Recently, my brother-in-law pointed me in the direction of a book called Cure for the Common Life by Max Lucado. Lucado asks that you start your journey of "self-discovery" (okay, that's cheesy, but work with me, okay?) by delving into your childhood dreams. It has definitely started me down a path of inward inspection that is difficult, mainly because I've discovered that I remember very little about being a kid. Seriously, when did that happen? It's kind of hard for me to recall the things that got me excited.
As I mentioned, my bachelor's degree is in teaching. Yet, I find myself a year outside of college and with little desire to teach. In fact, I've been going through a bit of a "quarter-life crisis" as I try to wrangle my hopes and dreams into something managable, and into something that can hopefully become a source of purpose (and income). I suppose that internal struggle is one reason I started this blog and what inspired its name.

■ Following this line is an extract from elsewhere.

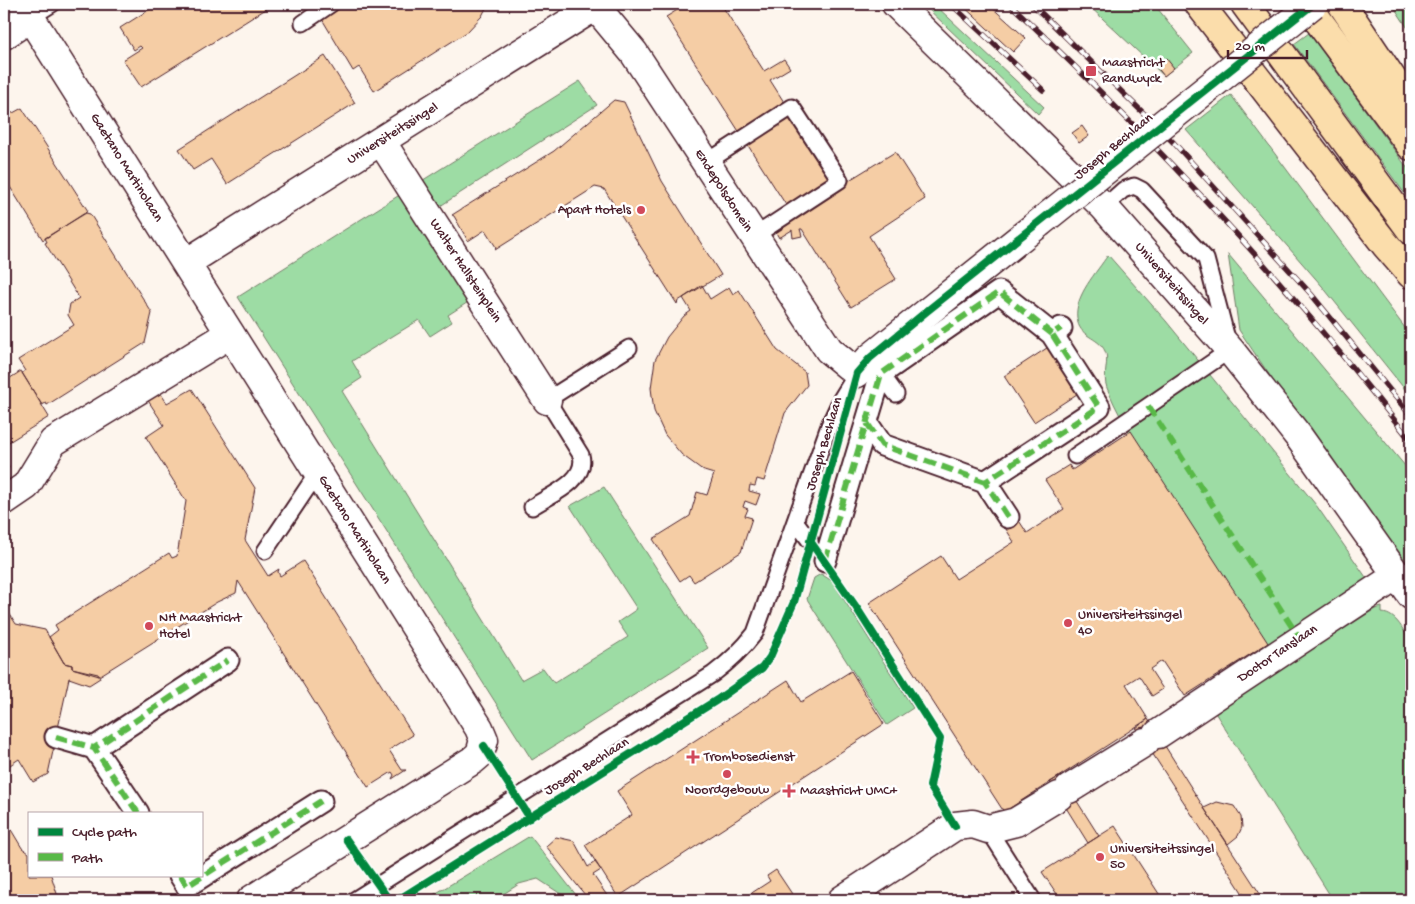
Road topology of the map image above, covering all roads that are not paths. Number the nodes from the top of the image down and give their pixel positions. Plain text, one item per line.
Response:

As I've thought about my big dreams for my future and those that I held in the past, I've found a few things in common:
1) I love beauty. At-home artist. Writer. English teacher. Interior designer. Even my wish to be a mom hints at my desire to make things beautiful. I think that's why I spend so much time and energy keeping my apartment neat and clean, as well as why I seek out books with rich character development and vivid descriptions. I long for beauty.
2) I want to make things better. That's where my desire to be a teacher comes in. I know that I want to live life with purpose. I'm just not sure what that will look like just yet.
What I'm learning (with the help of the kicks in the pants that Oswald Chambers' My Utmost for His Highest provides) is that God does not desire some ultimate, world-changing act on His behalf. Instead, He wants our daily moments along the journey. And dang, that is the absolute hardest lesson to learn. It is a lesson that I have to remind myself of almost every moment, and it hasn't fully saturated my thick skull. However, I do know that I want to walk it with God with the profession of "child of God" under my belt.
And since I will always be His child, I never truly have to grow up--which means I will always be Peter Pan.